Shortening the file names will allow more file names to be stored in each directory block, so the 18,000 files will require fewer blocks in the directory file.
Just curious, will having the PID in the log file name be very useful? How will a user know what PID was theirs? If the files have a constant name, the directory will be much more compact, since each version must only store the version number and file ID of the specific file (when it is in the same directory block). For example, the following command file will create 1000 versions of "THIS_IS_A_LONG_FILE_NAME_THAT_WILL.HAVE_MANY_VERSIONS" in a 10 block directory.

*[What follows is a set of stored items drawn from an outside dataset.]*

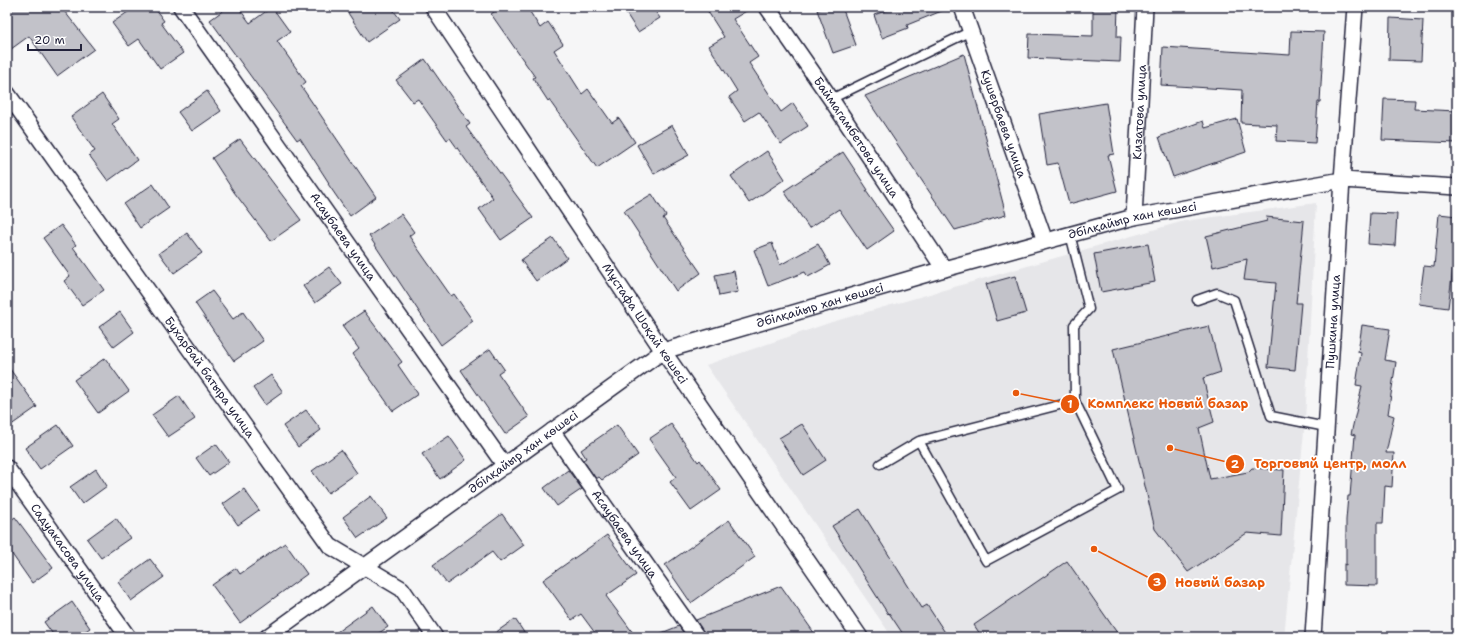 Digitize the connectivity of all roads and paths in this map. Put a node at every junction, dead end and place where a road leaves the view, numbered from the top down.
1 (181, 7) edge
2 (433, 7) edge
3 (767, 7) edge
4 (962, 7) edge
5 (1145, 7) edge
6 (1355, 7) edge
7 (971, 31) junction
8 (7, 93) edge
9 (831, 99) junction
10 (1342, 180) junction
11 (1457, 187) edge
12 (1134, 217) junction
13 (1070, 234) junction
14 (1045, 241) junction
15 (944, 269) junction
16 (1197, 300) dead end
17 (663, 351) junction
18 (1075, 401) junction
19 (1326, 427) junction
20 (552, 432) junction
21 (919, 441) junction
22 (880, 464) dead end
23 (504, 466) junction
24 (7, 468) edge
25 (365, 566) junction
26 (128, 637) edge
27 (267, 637) edge
28 (435, 637) edge
29 (697, 637) edge
30 (860, 637) edge
31 (1313, 637) edge

1 - 23 street, Асаубаева улица
2 - 17 street, Мұстафа Шоқай көшесі
3 - 9 street, Баймагамбетова улица
4 - 7 street, Кушербаева улица
5 - 12 street, Кизатова улица
6 - 10 street, Пушкина улица
7 - 9 lane
7 - 14 street, Кушербаева улица
8 - 25 street, Бухарбай батыра улица
9 - 15 street, Баймагамбетова улица
10 - 11 street, Әбілқайыр хан көшесі
10 - 12 street, Әбілқайыр хан көшесі
10 - 19 street, Пушкина улица
12 - 13 street, Әбілқайыр хан көшесі
13 - 14 street, Әбілқайыр хан көшесі
13 - 18 lane
14 - 15 street, Әбілқайыр хан көшесі
15 - 17 street, Әбілқайыр хан көшесі
16 - 19 lane
17 - 20 street, Әбілқайыр хан көшесі
17 - 30 street, Мұстафа Шоқай көшесі
18 - 21 lane
18 - 21 lane
19 - 31 street, Пушкина улица
20 - 23 street, Әбілқайыр хан көшесі
20 - 29 street, Асаубаева улица
21 - 22 lane
23 - 25 street, Әбілқайыр хан көшесі
24 - 26 street, Садуакасова улица
25 - 27 street, Әбілқайыр хан көшесі
25 - 28 street, Бухарбай батыра улица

$ cre/dir/all=10 [.itrctest]
$ cnt=1
$top:
$ cre [.itrctest]this_is_a_long_file_name_that_will.have_many_versions;
$ cnt = cnt + 1
$ if cnt .le. 1000 then goto top
$end:
$ exit
Another advantage of one per day, is that you can easily delete all the files in the directory at the end of the 7 day waiting period. One of the most efficient ways to do that would be with DFU.
For example to delete device:[20100404...]*.*;*
$ dfu delete/directory/tree/nolog device:[000000]20100404.dir
If you use dfu to delete the directories, it will also delete the directory too. I am not aware of a way to delete the files without the directory using DFU. So I would recommend using
$ create/directory/allocation=5000
when creating the empty directories, to avoid constant directory expansions (which will probably involve recopying the current contents to a new location on disk each time, since VMS directory files must be contiguous).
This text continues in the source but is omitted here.